In der Vollversammlung des Jugendrings Düsseldorf am 26. März 2026 wurde ein neuer Vorstand gewählt. Victor Wunderlich (Ring deutscher Pfadfinder) übernimmt den ersten Vorsitz und folgt damit auf Andreas Kremer (SJD – Die Falken). Ronja Munko (PULS) wurde zur stellvertretenden Vorsitzenden gewählt. Emily Esser (ejd) wurde neu in den Vorstand gewählt und übernimmt den bisherigen Posten von Noah Hanke (ejd), der nicht erneut kandidierte. Andreas Kremer hatte sich aus privaten Gründen entschlossen, nicht erneut als Vorsitzender zu kandidieren. Er bleibt aber dem Vorstand erhalten und wurde als Vorstandsmitglied bestätigt. Weiterhin Mitglied des Vorstands bleibt Nico Kranz (Haus Spilles).

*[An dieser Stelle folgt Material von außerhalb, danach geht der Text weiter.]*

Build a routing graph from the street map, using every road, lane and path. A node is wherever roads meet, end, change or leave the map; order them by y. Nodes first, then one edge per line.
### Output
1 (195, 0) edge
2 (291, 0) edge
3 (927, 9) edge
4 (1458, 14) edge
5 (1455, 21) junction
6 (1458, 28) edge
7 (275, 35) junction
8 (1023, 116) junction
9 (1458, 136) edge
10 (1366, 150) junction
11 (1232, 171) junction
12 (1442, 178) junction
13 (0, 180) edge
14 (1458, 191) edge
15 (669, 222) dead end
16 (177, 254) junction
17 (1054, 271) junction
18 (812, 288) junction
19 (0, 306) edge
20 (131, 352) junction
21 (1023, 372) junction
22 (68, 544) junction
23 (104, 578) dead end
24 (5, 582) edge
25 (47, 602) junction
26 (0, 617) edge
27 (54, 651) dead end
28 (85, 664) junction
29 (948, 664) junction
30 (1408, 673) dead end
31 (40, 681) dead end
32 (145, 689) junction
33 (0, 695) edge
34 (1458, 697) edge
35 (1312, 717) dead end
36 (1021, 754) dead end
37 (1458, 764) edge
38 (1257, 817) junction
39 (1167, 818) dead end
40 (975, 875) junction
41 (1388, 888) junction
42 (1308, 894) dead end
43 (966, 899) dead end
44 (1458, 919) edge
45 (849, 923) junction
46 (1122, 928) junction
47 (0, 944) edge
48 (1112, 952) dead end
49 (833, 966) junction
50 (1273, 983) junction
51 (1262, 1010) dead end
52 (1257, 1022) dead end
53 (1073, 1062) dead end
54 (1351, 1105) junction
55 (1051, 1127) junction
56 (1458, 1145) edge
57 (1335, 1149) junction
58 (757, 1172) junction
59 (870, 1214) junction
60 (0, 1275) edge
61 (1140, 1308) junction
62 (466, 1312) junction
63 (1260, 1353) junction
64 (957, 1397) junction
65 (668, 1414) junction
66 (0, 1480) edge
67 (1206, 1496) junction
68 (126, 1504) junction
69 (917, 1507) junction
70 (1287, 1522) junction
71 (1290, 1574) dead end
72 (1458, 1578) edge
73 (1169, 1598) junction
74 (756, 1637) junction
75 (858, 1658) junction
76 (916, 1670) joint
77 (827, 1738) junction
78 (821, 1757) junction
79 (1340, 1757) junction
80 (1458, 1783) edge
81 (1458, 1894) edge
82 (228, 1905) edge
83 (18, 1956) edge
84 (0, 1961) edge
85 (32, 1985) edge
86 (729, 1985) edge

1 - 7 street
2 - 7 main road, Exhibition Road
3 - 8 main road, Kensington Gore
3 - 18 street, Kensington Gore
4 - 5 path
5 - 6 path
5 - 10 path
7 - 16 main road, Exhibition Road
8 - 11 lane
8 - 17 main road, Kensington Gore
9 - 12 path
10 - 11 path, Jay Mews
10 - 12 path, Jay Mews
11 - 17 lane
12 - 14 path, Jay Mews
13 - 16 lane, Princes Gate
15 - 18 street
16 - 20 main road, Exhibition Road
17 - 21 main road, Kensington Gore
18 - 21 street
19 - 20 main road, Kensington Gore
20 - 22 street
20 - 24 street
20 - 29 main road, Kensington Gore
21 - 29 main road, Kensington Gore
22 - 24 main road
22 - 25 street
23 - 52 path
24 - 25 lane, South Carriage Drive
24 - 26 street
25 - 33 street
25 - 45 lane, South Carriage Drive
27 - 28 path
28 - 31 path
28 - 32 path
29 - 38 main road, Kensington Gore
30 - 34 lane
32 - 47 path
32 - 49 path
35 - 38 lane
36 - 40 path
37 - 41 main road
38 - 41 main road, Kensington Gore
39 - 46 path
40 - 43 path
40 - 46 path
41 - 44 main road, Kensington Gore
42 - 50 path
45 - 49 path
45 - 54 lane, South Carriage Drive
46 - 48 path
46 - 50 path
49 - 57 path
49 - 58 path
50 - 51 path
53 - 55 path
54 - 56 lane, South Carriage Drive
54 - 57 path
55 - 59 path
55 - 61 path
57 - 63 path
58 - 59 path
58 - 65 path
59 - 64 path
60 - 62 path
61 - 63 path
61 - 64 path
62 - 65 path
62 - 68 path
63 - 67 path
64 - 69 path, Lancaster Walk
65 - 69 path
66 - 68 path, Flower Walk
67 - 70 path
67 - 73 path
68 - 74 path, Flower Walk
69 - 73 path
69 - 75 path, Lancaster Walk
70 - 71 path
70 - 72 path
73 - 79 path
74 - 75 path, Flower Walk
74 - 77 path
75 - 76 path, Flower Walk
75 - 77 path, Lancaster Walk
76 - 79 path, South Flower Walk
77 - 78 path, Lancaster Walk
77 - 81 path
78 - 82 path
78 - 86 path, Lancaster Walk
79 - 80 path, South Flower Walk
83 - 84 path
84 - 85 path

Der neue Vorstand möchte in den kommenden Jahren Schwerpunkte auf die Stärkung der Stimme junger Menschen, die Förderung von Demokratie, die Weiterentwicklung einer lebenswerten Stadt für junge Menschen sowie den Ausbau der Zusammenarbeit mit den Mitgliedsverbänden setzen.
Darüber hinaus hat die Vollversammlung den Vorstand beauftragt, sich aktiv an der Gründung eines Bündnisses für Bürger*innenbeteiligung zum Neubau der Oper zu beteiligen, damit Düsseldorferinnen bei der Entscheidung über einen möglichen Neubau der Oper mitbestimmen können – gemeinsam mit anderen Organisationen und Gruppen. Als Hintergrund sieht der Jugendring die langfristigen finanziellen Auswirkungen des Vorhabens: Für den Opernneubau seien derzeit 1 Milliarde Euro veranschlagt, hinzu kommen geplante Zinskosten von rund 800 Millionen Euro sowie weitere, bislang nicht bezifferte Betriebskosten (Kostenstand Ende 2025). Angesichts von Haushaltsrisiken, wirtschaftlichen Herausforderungen und Sparmaßnahmen spricht sich der Jugendring dafür aus, wesentliche Entscheidungen über die Stadtentwicklung direkt unter Beteiligung der Bürgerinnen zu treffen. Zudem solle kritisch geprüft werden, inwiefern ein Opernneubau jungen Menschen in Düsseldorf tatsächlich zugutekommt.
Zu Gast bei der Vollversammlung war außerdem Pina Nell, Vorsitzende des Jugendhilfeausschusses. Sie unterstrich die Bedeutung von Demokratiebildung, würdigte das Engagement der jungen Ehrenamtlichen und betonte ihre Vorfreude auf eine gute Zusammenarbeit in den kommenden Jahren.